< Numeri 17 >
1 Jahweh sprak tot Moses:
And the Lord spak to Moises, `and seide, Speke thou to the sones of Israel,
2 Beveel de Israëlieten de staf van al hun stamvorsten te brengen, van elke stam één, dus twaalf staven. Schrijf ieders naam op zijn staf.
and take thou yerdis, bi her kynredis, bi ech kynrede o yeerde, take thou of alle the princes of the lynagis twelue yerdis; and thou schalt write the name of each lynage aboue his yerde;
3 Maar op de staf van Levi moet ge de naam van Aäron schrijven; want ook voor hun stamhoofd moet er een staf zijn.
forsothe the name of Aaron schal be in the lynage of Leuy, and o yerde schal conteyne alle the meynees of hem.
4 Leg ze dan in de openbaringstent voor de verbondstafelen neer, waar Ik Mij aan u openbaar.
And thou schalt putte tho yerdis in the tabernacle of boond of pees, bifor the witnessyng, where Y schal speke to thee; the yerde of hym schal buriowne, whom Y schal chese of hem;
5 De staf van den man, dien Ik uitkies, zal gaan bloeien.
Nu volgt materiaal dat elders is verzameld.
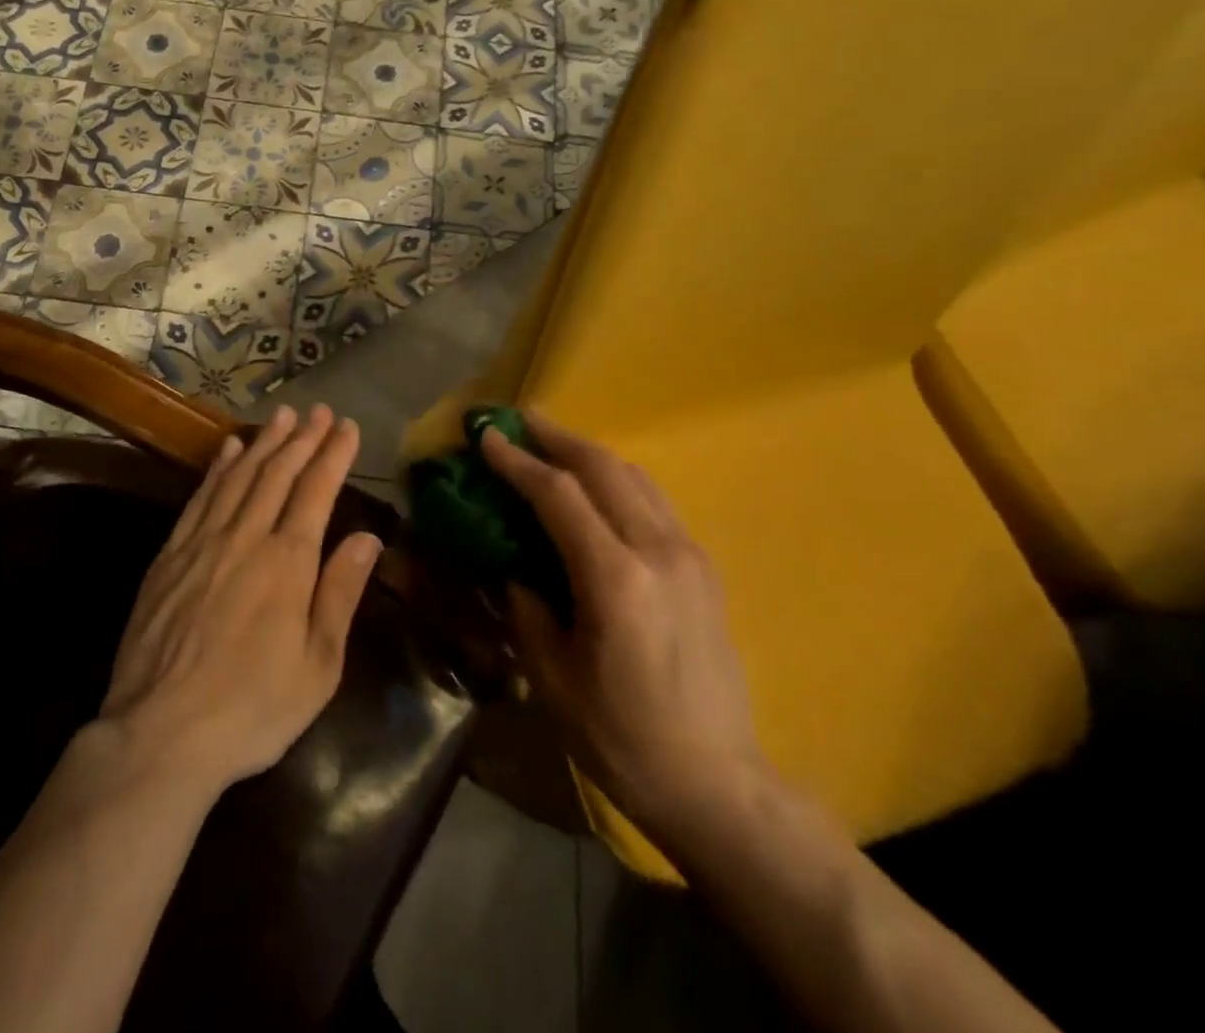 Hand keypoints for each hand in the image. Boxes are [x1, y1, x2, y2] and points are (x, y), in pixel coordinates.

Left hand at [100, 404, 381, 796]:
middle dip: (302, 438)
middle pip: (278, 473)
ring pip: (239, 476)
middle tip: (319, 411)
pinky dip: (217, 468)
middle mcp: (246, 537)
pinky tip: (227, 450)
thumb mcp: (319, 664)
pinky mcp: (170, 555)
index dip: (333, 455)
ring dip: (263, 442)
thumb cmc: (253, 707)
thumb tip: (368, 537)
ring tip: (282, 417)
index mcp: (289, 561)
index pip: (316, 490)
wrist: (160, 732)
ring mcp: (203, 542)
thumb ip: (341, 592)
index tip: (347, 427)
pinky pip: (199, 497)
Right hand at [482, 412, 772, 850]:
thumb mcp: (553, 677)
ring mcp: (690, 556)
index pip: (559, 495)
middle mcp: (659, 552)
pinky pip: (655, 502)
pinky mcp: (704, 568)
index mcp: (616, 580)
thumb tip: (512, 564)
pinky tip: (597, 488)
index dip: (518, 461)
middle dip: (556, 437)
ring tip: (553, 442)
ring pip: (635, 477)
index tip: (485, 436)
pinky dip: (618, 479)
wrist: (718, 785)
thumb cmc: (622, 738)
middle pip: (603, 468)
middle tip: (518, 419)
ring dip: (589, 452)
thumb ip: (527, 607) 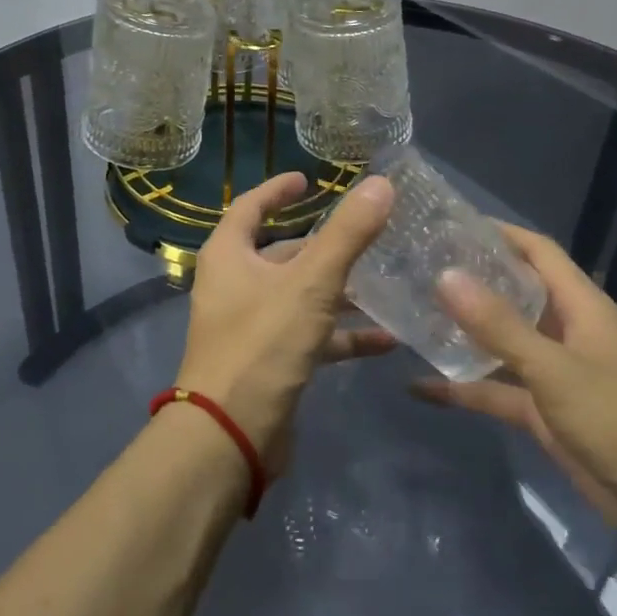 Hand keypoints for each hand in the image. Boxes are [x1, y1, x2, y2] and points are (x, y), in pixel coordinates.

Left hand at [177, 172, 394, 473]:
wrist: (230, 435)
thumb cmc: (262, 343)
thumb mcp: (311, 283)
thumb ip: (347, 234)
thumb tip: (381, 183)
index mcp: (229, 255)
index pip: (250, 206)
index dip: (278, 190)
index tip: (308, 180)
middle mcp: (234, 284)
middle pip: (281, 253)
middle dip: (323, 245)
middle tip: (366, 232)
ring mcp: (250, 325)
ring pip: (300, 296)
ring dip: (340, 291)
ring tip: (387, 283)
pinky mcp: (269, 361)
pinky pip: (310, 336)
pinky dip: (342, 335)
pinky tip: (386, 340)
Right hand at [415, 225, 616, 561]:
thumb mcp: (556, 370)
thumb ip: (499, 325)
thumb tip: (445, 276)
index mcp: (580, 306)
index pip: (536, 251)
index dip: (498, 233)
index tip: (447, 223)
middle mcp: (565, 331)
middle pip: (513, 292)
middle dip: (470, 279)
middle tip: (416, 267)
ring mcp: (554, 374)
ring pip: (500, 341)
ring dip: (462, 331)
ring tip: (409, 314)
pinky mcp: (544, 413)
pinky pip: (496, 391)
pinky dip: (463, 389)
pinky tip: (419, 387) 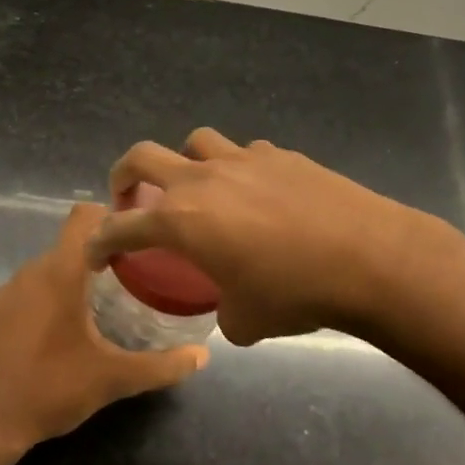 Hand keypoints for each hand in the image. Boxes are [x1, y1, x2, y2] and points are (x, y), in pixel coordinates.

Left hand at [0, 204, 208, 453]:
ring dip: (78, 275)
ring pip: (52, 265)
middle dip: (104, 251)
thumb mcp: (112, 379)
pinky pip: (33, 287)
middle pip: (73, 242)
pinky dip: (54, 294)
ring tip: (109, 300)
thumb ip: (161, 366)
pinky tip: (69, 327)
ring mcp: (9, 290)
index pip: (85, 215)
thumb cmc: (50, 390)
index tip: (141, 236)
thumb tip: (203, 356)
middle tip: (138, 273)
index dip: (113, 216)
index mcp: (60, 272)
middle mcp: (32, 270)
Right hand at [89, 129, 426, 344]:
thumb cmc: (296, 293)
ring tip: (199, 189)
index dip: (101, 242)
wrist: (368, 258)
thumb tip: (229, 309)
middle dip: (124, 176)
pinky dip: (238, 169)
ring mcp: (243, 160)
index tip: (96, 254)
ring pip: (195, 143)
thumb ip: (224, 313)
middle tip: (129, 198)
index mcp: (182, 220)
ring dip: (184, 163)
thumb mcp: (247, 322)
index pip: (122, 227)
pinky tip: (257, 194)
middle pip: (142, 156)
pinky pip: (244, 154)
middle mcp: (203, 179)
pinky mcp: (280, 155) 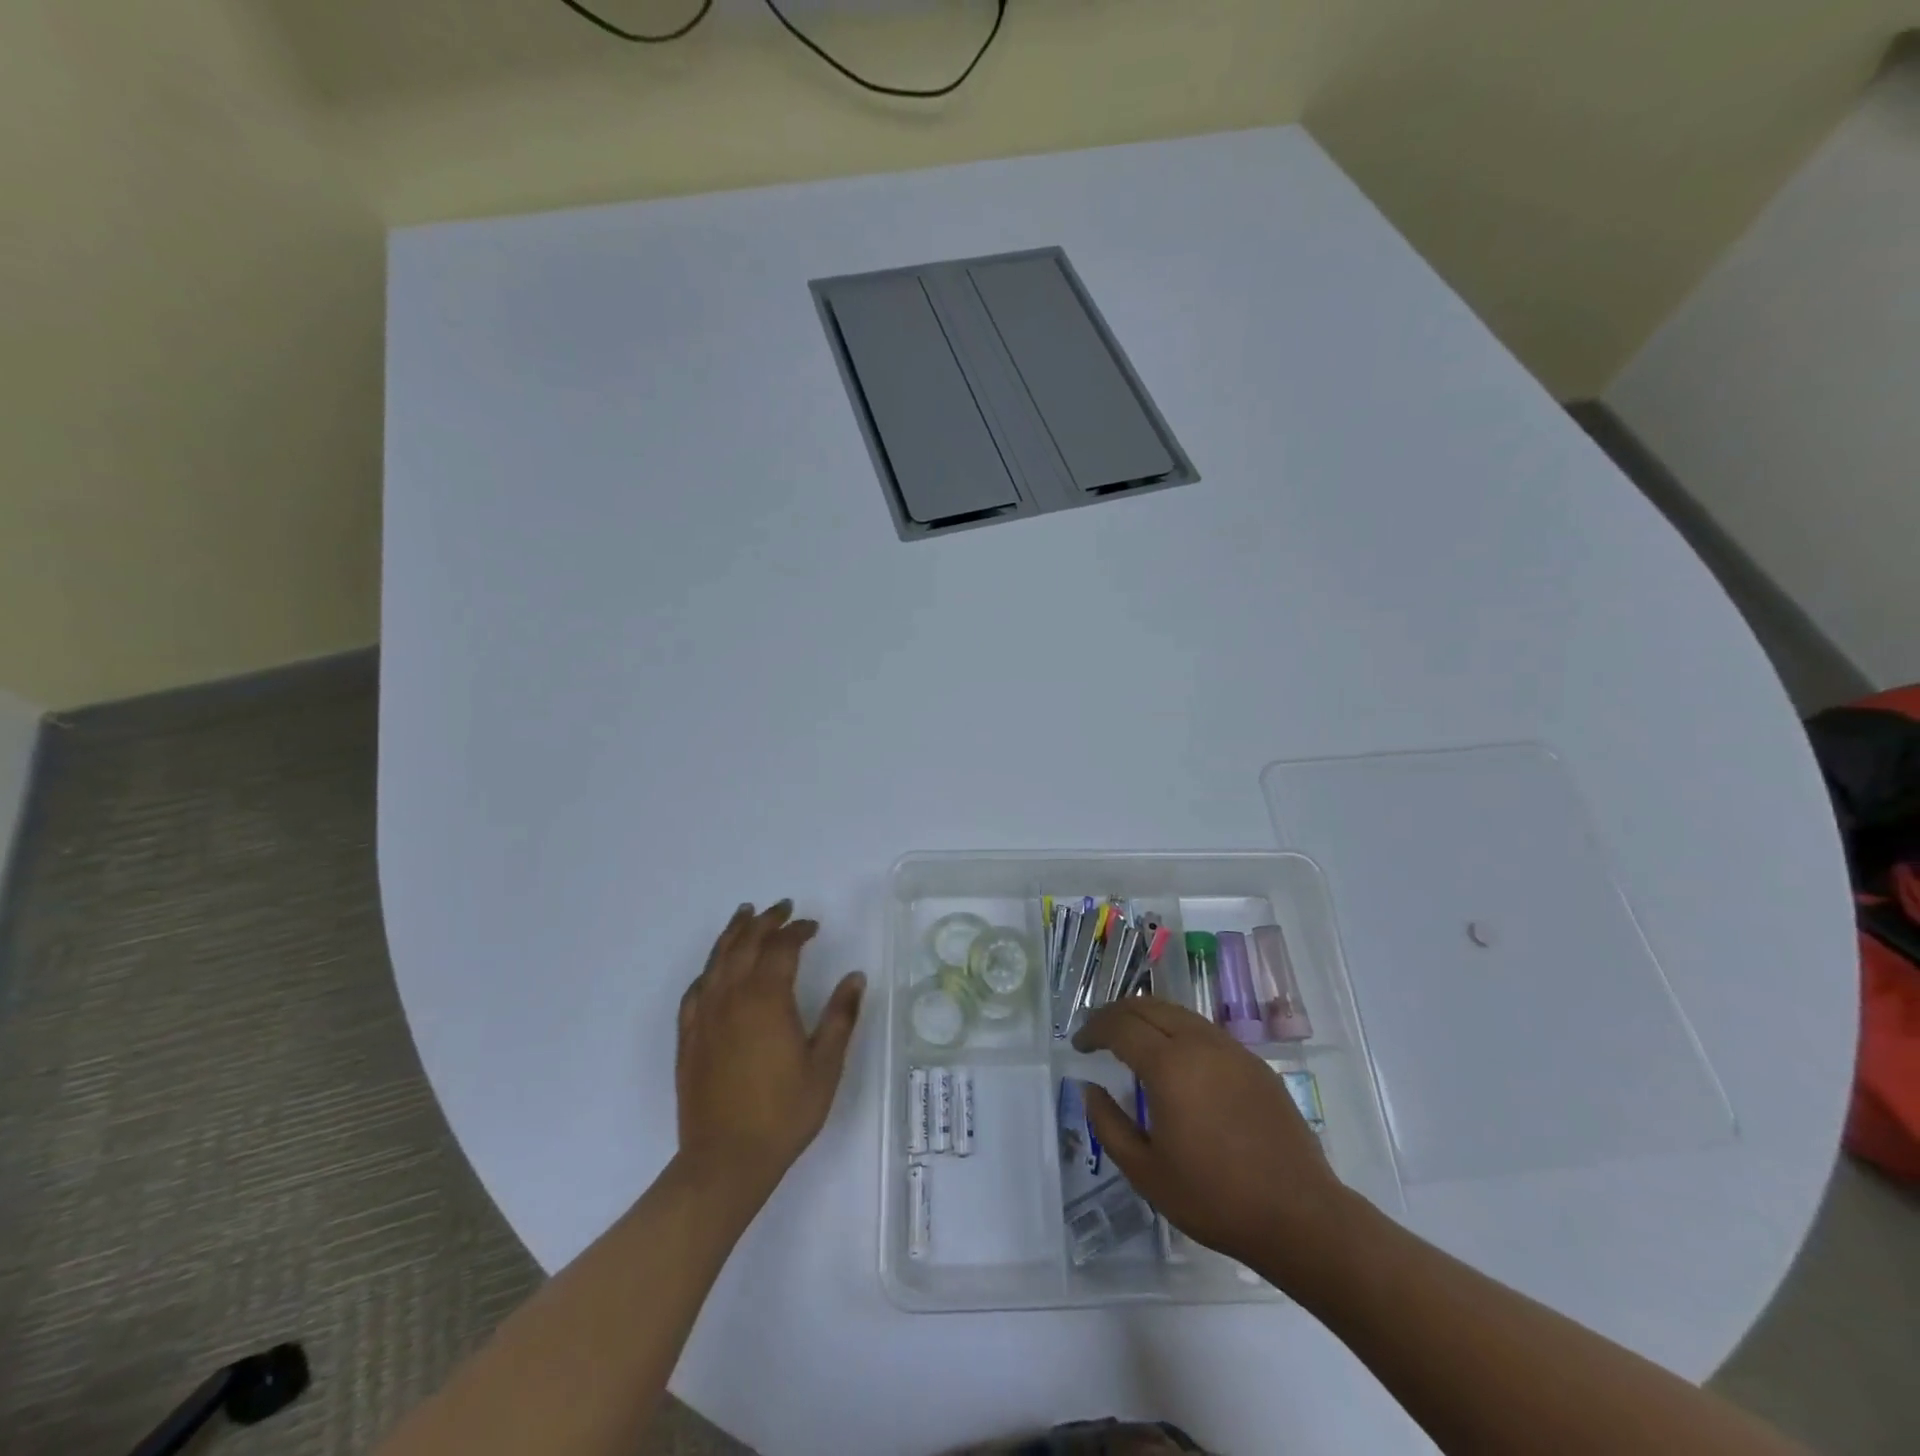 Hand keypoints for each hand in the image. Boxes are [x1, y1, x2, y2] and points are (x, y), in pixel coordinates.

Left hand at [676, 901, 864, 1205]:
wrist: (725, 1160)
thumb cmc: (784, 1112)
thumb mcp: (825, 1064)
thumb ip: (840, 1016)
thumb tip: (856, 977)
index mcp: (767, 998)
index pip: (782, 947)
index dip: (798, 930)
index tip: (813, 926)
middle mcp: (732, 997)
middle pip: (746, 944)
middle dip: (765, 921)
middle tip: (782, 907)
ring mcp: (705, 1016)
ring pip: (717, 959)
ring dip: (733, 933)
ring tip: (745, 915)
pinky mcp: (689, 1037)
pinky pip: (696, 990)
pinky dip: (709, 970)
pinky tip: (714, 970)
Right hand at [1073, 998, 1353, 1285]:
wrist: (1300, 1216)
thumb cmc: (1215, 1199)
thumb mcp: (1146, 1172)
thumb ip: (1108, 1124)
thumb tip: (1089, 1088)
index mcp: (1169, 1066)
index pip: (1120, 1026)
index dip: (1093, 1030)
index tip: (1079, 1045)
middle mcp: (1199, 1043)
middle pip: (1147, 1006)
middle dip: (1116, 1014)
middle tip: (1098, 1035)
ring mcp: (1231, 1049)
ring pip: (1178, 1012)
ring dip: (1147, 1017)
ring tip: (1132, 1041)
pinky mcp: (1254, 1063)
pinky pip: (1204, 1030)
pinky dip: (1177, 1030)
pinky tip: (1176, 1060)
Zo zal Ik het gemor van de Israëlieten tegen u tot zwijgen brengen.
and Y schal refreyne fro me the playnyngis of the sones of Israel, bi whiche thei grutchen ayens you.
6 Moses bracht het aan de Israëlieten over, en al hun stamhoofden gaven hem ieder een staf; dus twaalf staven, voor iedere stam één; ook de staf van Aäron bevond zich daarbij.
And Moyses spak to the sones of Israel; and alle princes yauen to hym yerdis, bi alle lynagis; and the yerdis weren twelue, without the yerde of Aaron.
7 Moses legde die staven voor het aanschijn van Jahweh in de openbaringstent neer.
And whanne Moises hadde put tho yerdis bifor the Lord, in the tabernacle of witnessyng, he yede ayen in the day suynge,
8 Toen Moses de volgende dag in de verbondstent kwam: waarachtig, daar was de staf van Aäron, die aan de stam van Levi behoorde, gaan bloeien; hij had knoppen en bloesem en droeg rijpe amandelen.
and founde that the yerde of Aaron, `in the hows of Leuy, buriounnede; and whanne knoppis weren greet, the blossoms `hadden broke out, whiche weren alargid in leeuys, and weren fourmed in to alemaundis.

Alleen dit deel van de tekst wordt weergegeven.